Traces of Neandertal and Denisovan DNA persist in the modern human gene pool, but have been systematically purged by natural selection from genes and other functionally important regions. This implies that many archaic alleles harmed the fitness of hybrid individuals, but the nature of this harm is poorly understood. Here, we show that enhancers contain less Neandertal and Denisovan variation than expected given the background selection they experience, suggesting that selection acted to purge these regions of archaic alleles that disrupted their gene regulatory functions. We infer that selection acted mainly on young archaic variation that arose in Neandertals or Denisovans shortly before their contact with humans; enhancers are not depleted of older variants found in both archaic species. Some types of enhancer appear to have tolerated introgression better than others; compared with tissue-specific enhancers, pleiotropic enhancers show stronger depletion of archaic single-nucleotide polymorphisms. To some extent, evolutionary constraint is predictive of introgression depletion, but certain tissues’ enhancers are more depleted of Neandertal and Denisovan alleles than expected given their comparative tolerance to new mutations. Foetal brain and muscle are the tissues whose enhancers show the strongest depletion of archaic alleles, but only brain enhancers show evidence of unusually stringent purifying selection.
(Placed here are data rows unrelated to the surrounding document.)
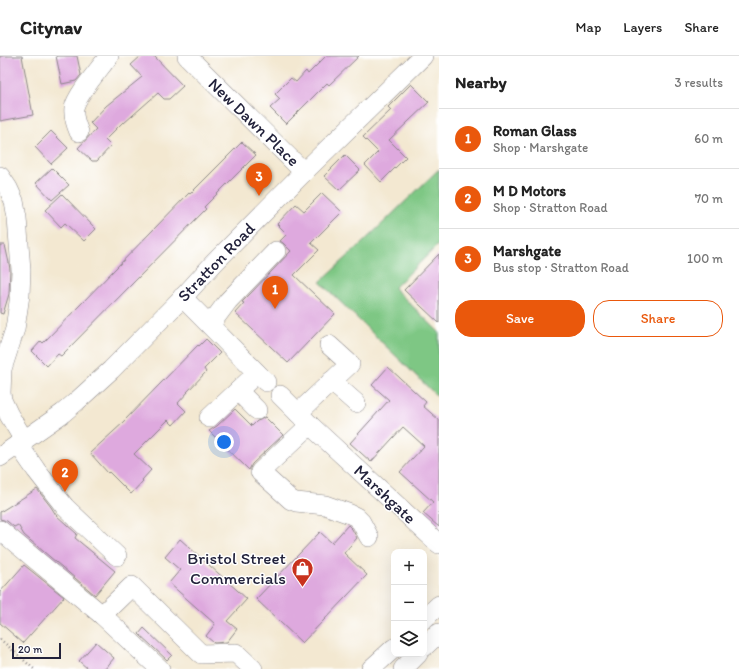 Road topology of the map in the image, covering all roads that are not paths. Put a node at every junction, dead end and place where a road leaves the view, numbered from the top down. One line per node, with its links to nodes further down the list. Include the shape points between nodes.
1 (109, 56): 4 (street, via 74,107)
2 (187, 56): 5 (street, New Dawn Place)
3 (423, 56): 5 (street, Stratton Road)
4 (79, 132)
5 (304, 172): 8 (street, Stratton Road)
6 (0, 176): 11 (street, via 14,201 25,242 15,329)
7 (276, 251): 9 (street, via 228,301)
8 (182, 297): 9 (street); 19 (street, Stratton Road, via 77,401)
9 (210, 325): 13 (street, via 262,378)
10 (329, 345): 12 (street, via 350,364)
11 (3, 354): 19 (street, via 2,400)
12 (332, 381): 15 (street); 18 (street)
13 (238, 391): 16 (street); 17 (street)
14 (280, 395): 18 (street, Marshgate)
15 (356, 403)
16 (257, 410)
17 (209, 418)
18 (304, 419): 22 (street, via 260,472 291,500 325,505 356,517); 23 (street, Marshgate)
19 (21, 442): 20 (street, Stratton Road); 24 (street, via 36,470 65,507)
20 (0, 457)
21 (0, 530): 26 (street)
22 (369, 537)
23 (439, 544)
24 (117, 556)
25 (439, 605): 27 (street)
26 (102, 615): 32 (street); 33 (street, via 132,586 201,654 236,653)
27 (427, 616)
28 (439, 633): 29 (street)
29 (427, 644)
30 (391, 651): 34 (street)
31 (415, 657): 35 (street)
32 (160, 669)
33 (253, 669)
34 (371, 669)
35 (403, 669) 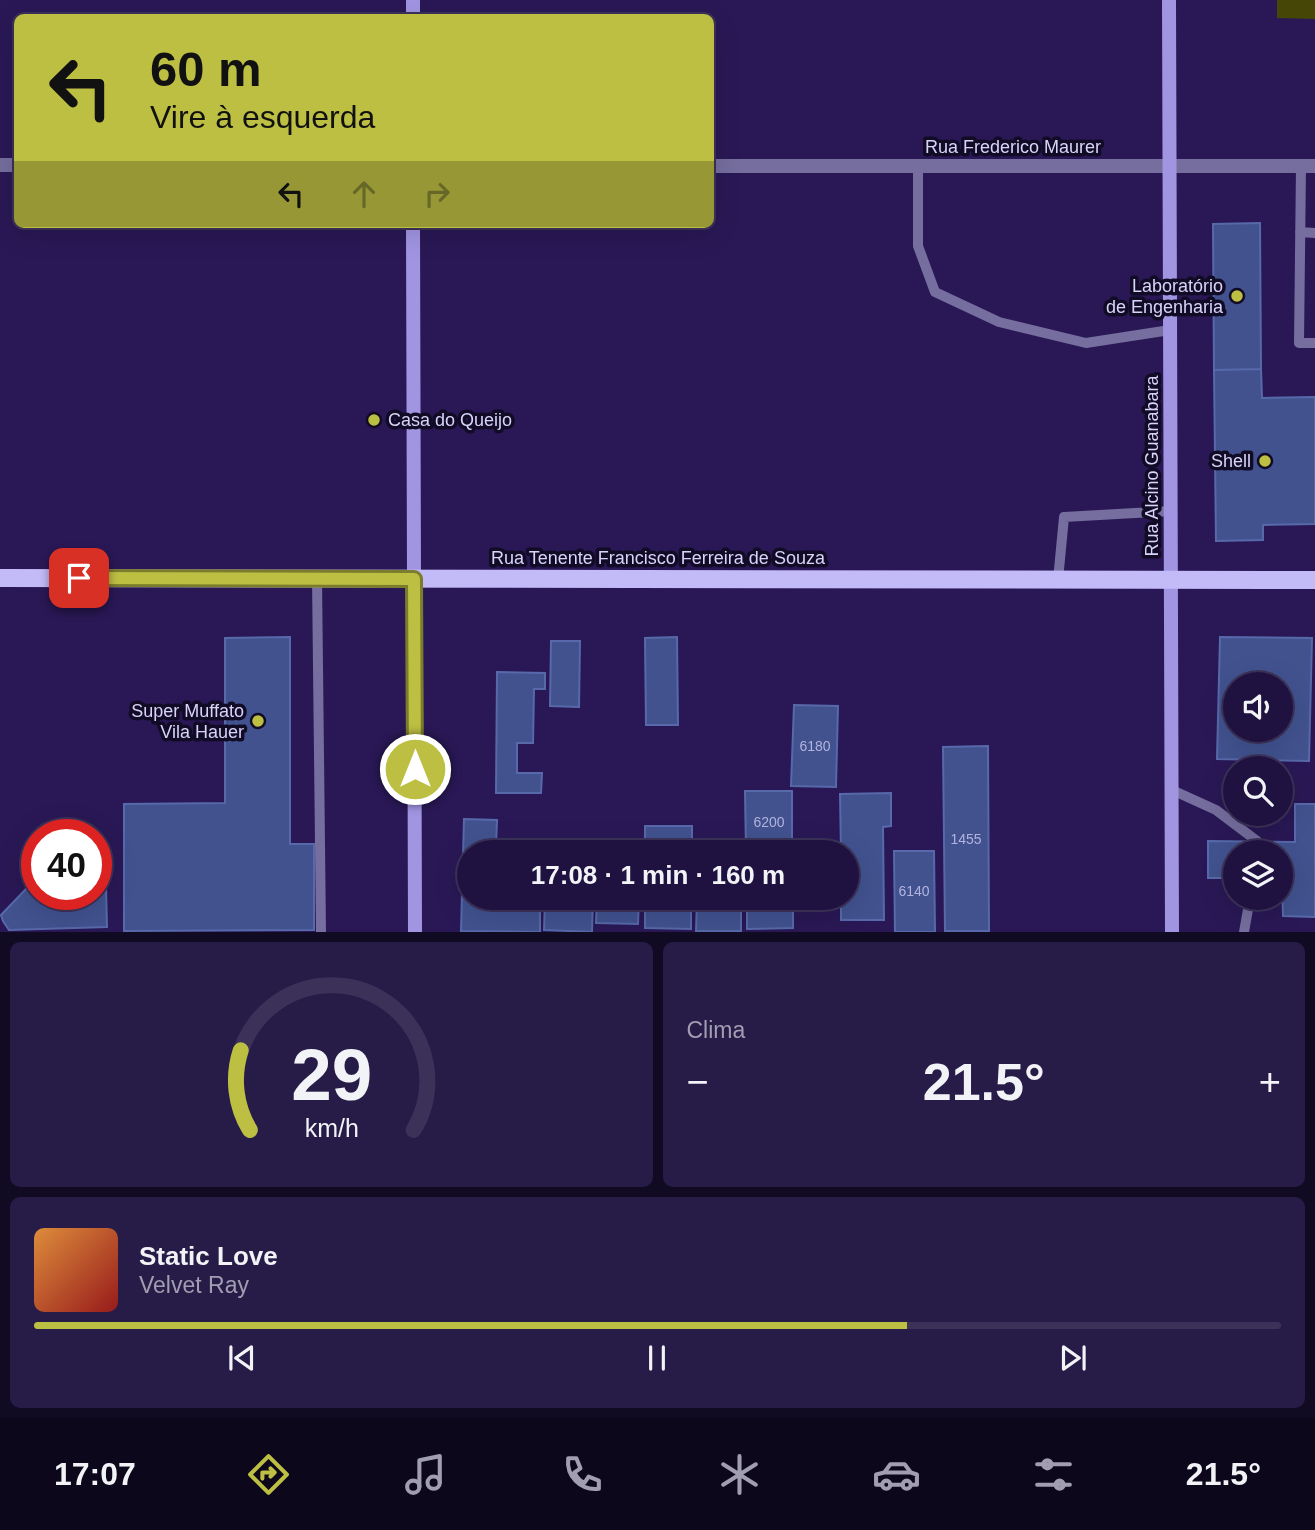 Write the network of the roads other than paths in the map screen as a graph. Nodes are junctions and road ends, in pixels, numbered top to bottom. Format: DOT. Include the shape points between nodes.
graph roads {
  1 [pos="1170,0"];
  2 [pos="714,166"];
  3 [pos="918,166"];
  4 [pos="1170,166"];
  5 [pos="1308,166"];
  6 [pos="413,228"];
  7 [pos="1300,232"];
  8 [pos="1315,233"];
  9 [pos="1170,330"];
  10 [pos="1315,343"];
  11 [pos="1171,511"];
  12 [pos="0,578"];
  13 [pos="317,578"];
  14 [pos="414,579"];
  15 [pos="1058,580"];
  16 [pos="1171,580"];
  17 [pos="1315,580"];
  18 [pos="1172,790"];
  19 [pos="1255,840"];
  20 [pos="1248,910"];
  21 [pos="321,932"];
  22 [pos="415,932"];
  23 [pos="1172,932"];
  24 [pos="1244,932"];
  1 -- 4 [label="main road, Rua Alcino Guanabara"];
  2 -- 3 [label="street, Rua Frederico Maurer"];
  3 -- 4 [label="street, Rua Frederico Maurer"];
  3 -- 9 [label="lane" via="918,246 935,292 999,323 1086,343"];
  4 -- 5 [label="street, Rua Frederico Maurer"];
  4 -- 9 [label="main road, Rua Alcino Guanabara"];
  5 -- 7 [label="lane"];
  6 -- 14 [label="main road"];
  7 -- 8 [label="lane"];
  7 -- 10 [label="lane" via="1299,343"];
  9 -- 11 [label="main road, Rua Alcino Guanabara"];
  11 -- 15 [label="lane" via="1064,517"];
  11 -- 16 [label="main road, Rua Alcino Guanabara"];
  12 -- 13 [label="main road, Rua Tenente Francisco Ferreira de Souza"];
  13 -- 14 [label="main road, Rua Tenente Francisco Ferreira de Souza"];
  13 -- 21 [label="lane"];
  14 -- 15 [label="main road, Rua Tenente Francisco Ferreira de Souza"];
  14 -- 22 [label="main road"];
  15 -- 16 [label="main road, Rua Tenente Francisco Ferreira de Souza"];
  16 -- 17 [label="main road, Rua Tenente Francisco Ferreira de Souza"];
  16 -- 18 [label="main road, Rua Alcino Guanabara"];
  18 -- 19 [label="lane" via="1216,810"];
  18 -- 23 [label="main road, Rua Alcino Guanabara"];
  20 -- 24 [label="lane"];
} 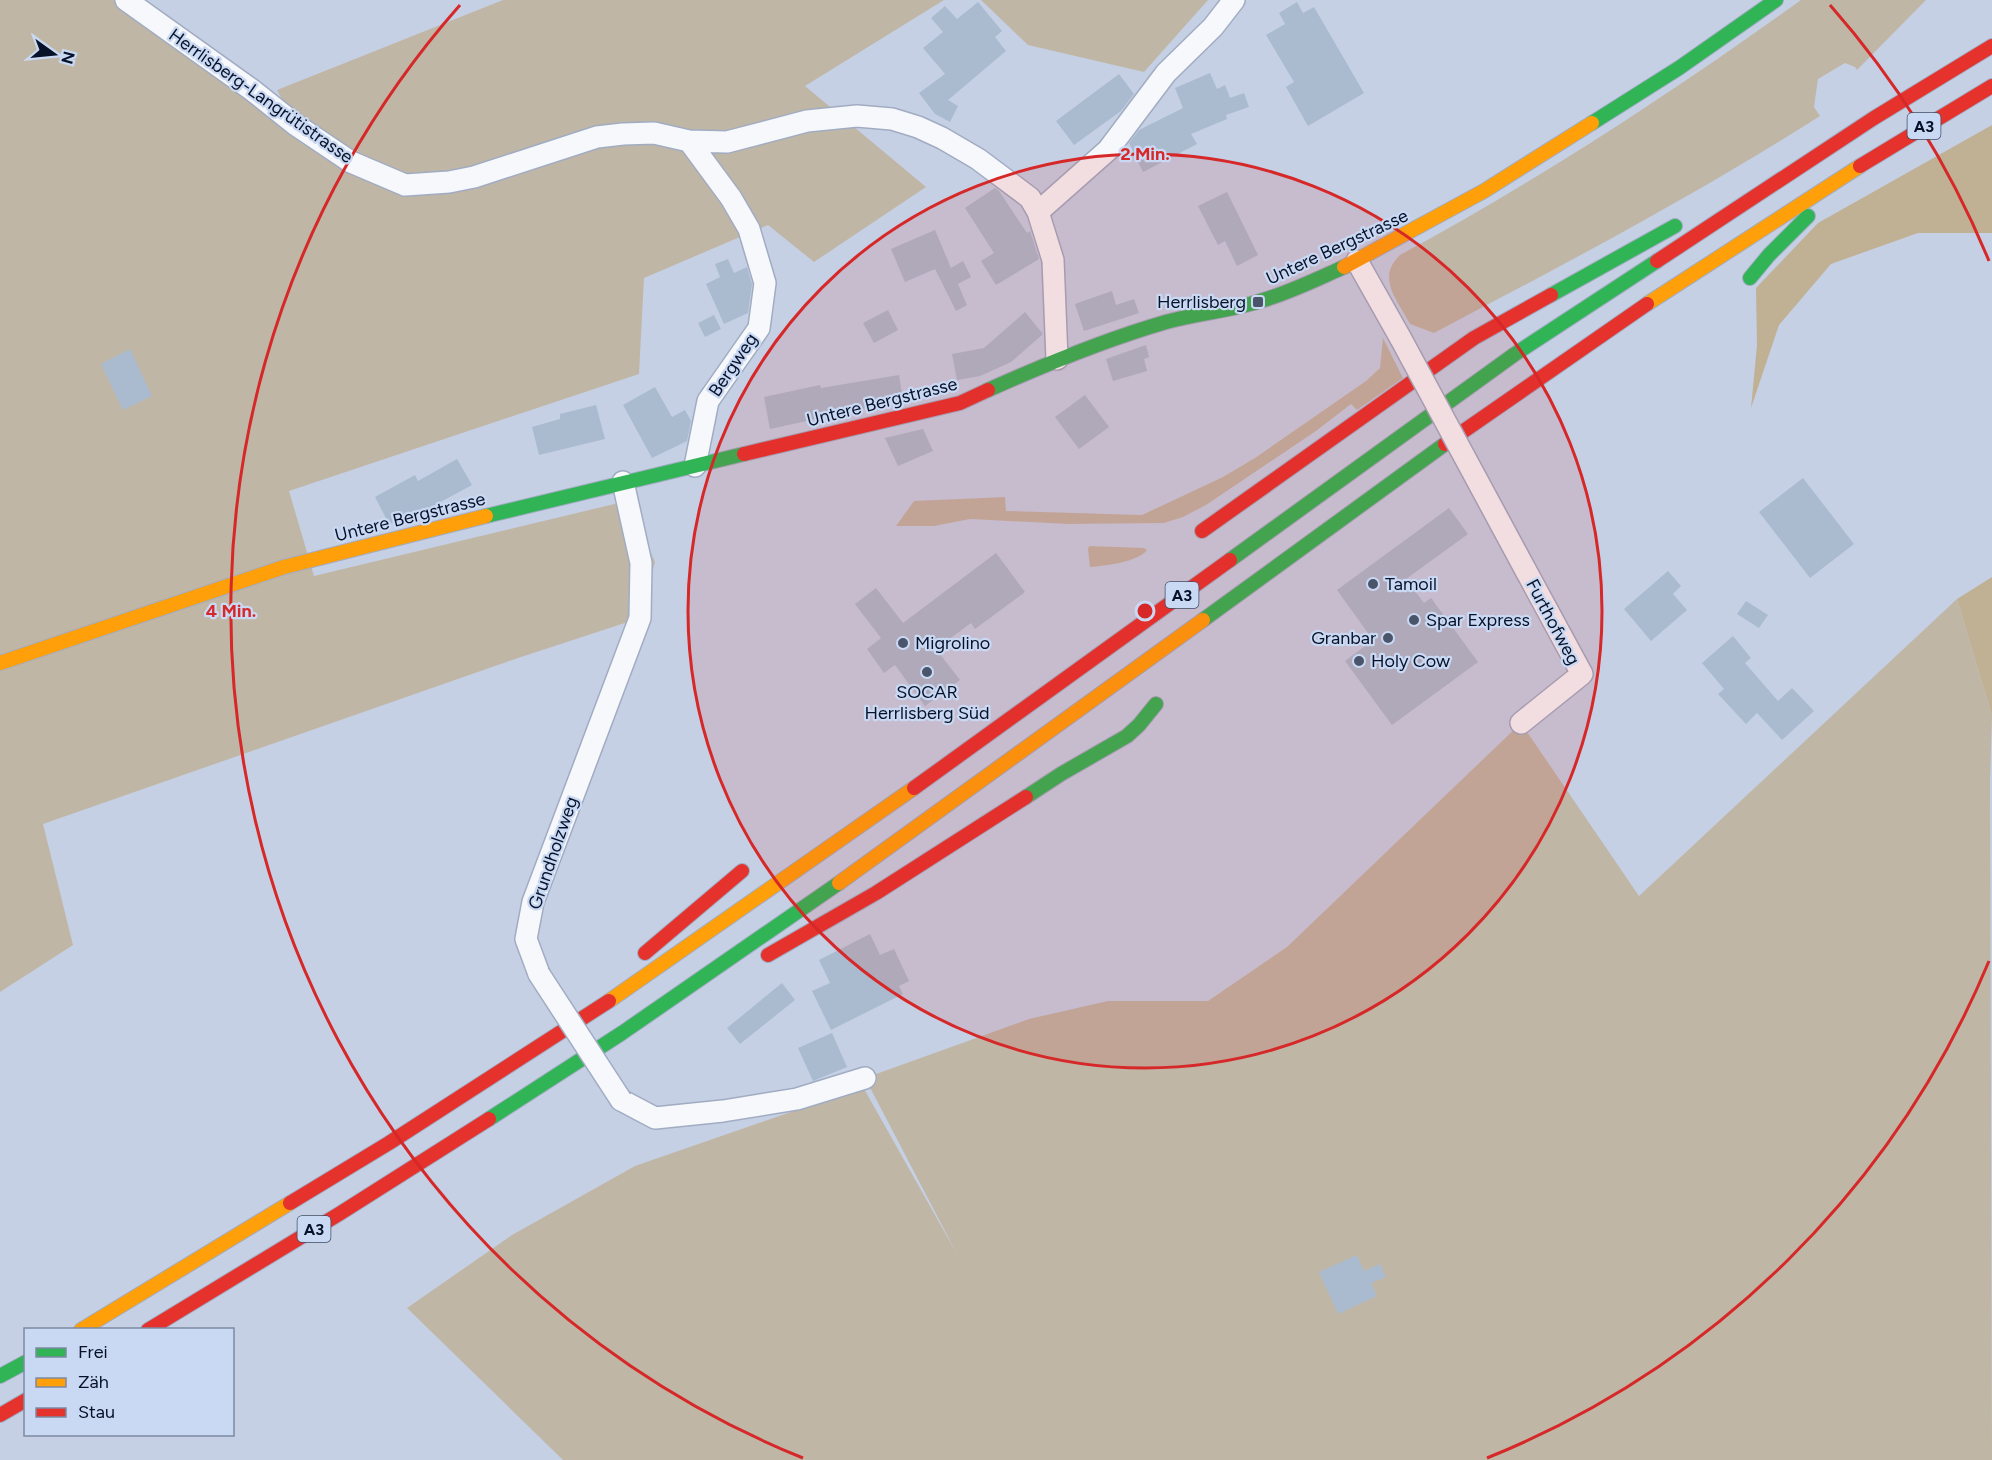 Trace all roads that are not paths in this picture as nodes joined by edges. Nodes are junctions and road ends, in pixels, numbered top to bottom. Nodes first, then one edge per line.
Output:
1 (126, 0) edge
2 (1234, 0) edge
3 (1776, 0) edge
4 (1992, 46) edge
5 (1992, 86) edge
6 (1874, 118) junction
7 (689, 141) junction
8 (1858, 168) junction
9 (1729, 197) dead end
10 (1038, 212) junction
11 (1687, 219) dead end
12 (1357, 261) junction
13 (1750, 278) dead end
14 (1057, 359) junction
15 (695, 466) junction
16 (623, 482) junction
17 (1202, 531) dead end
18 (0, 663) edge
19 (1156, 704) dead end
20 (1521, 723) dead end
21 (742, 871) dead end
22 (636, 960) dead end
23 (754, 962) dead end
24 (723, 979) dead end
25 (600, 990) dead end
26 (618, 1036) junction
27 (494, 1077) junction
28 (865, 1078) dead end
29 (83, 1328) edge
30 (150, 1328) edge
31 (24, 1363) edge
32 (0, 1376) edge
33 (24, 1401) edge
34 (0, 1415) edge

1 - 7 street, Herrlisberg-Langrütistrasse
2 - 10 street
3 - 12 main road, Untere Bergstrasse
4 - 6 main road, A3
5 - 8 main road, A3
6 - 9 main road
6 - 27 main road, A3
7 - 10 street, Herrlisberg-Langrütistrasse
7 - 15 street, Bergweg
8 - 13 main road
8 - 26 main road, A3
10 - 14 street, Herrlisberg-Langrütistrasse
11 - 17 main road
12 - 14 main road, Untere Bergstrasse
12 - 20 street, Furthofweg, bridge
14 - 15 main road, Untere Bergstrasse
15 - 16 main road, Untere Bergstrasse
16 - 18 main road, Untere Bergstrasse
16 - 28 street, Grundholzweg, bridge
19 - 23 main road
21 - 22 main road
24 - 26 main road
25 - 27 main road
26 - 30 main road, A3
27 - 29 main road, A3
31 - 32 main road
33 - 34 main road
We conclude that epistatic incompatibilities between human and archaic alleles are needed to explain the degree of archaic variant depletion from foetal muscle enhancers, perhaps due to divergent selection for higher muscle mass in archaic hominins compared with humans. This study reports the depletion of young Neandertal and Denisovan introgressed SNPs from gene regulatory enhancers in modern human genomes, as well as an association of enhancer pleiotropy with both the magnitude of archaic SNP depletion and the degree of intolerance to new mutations.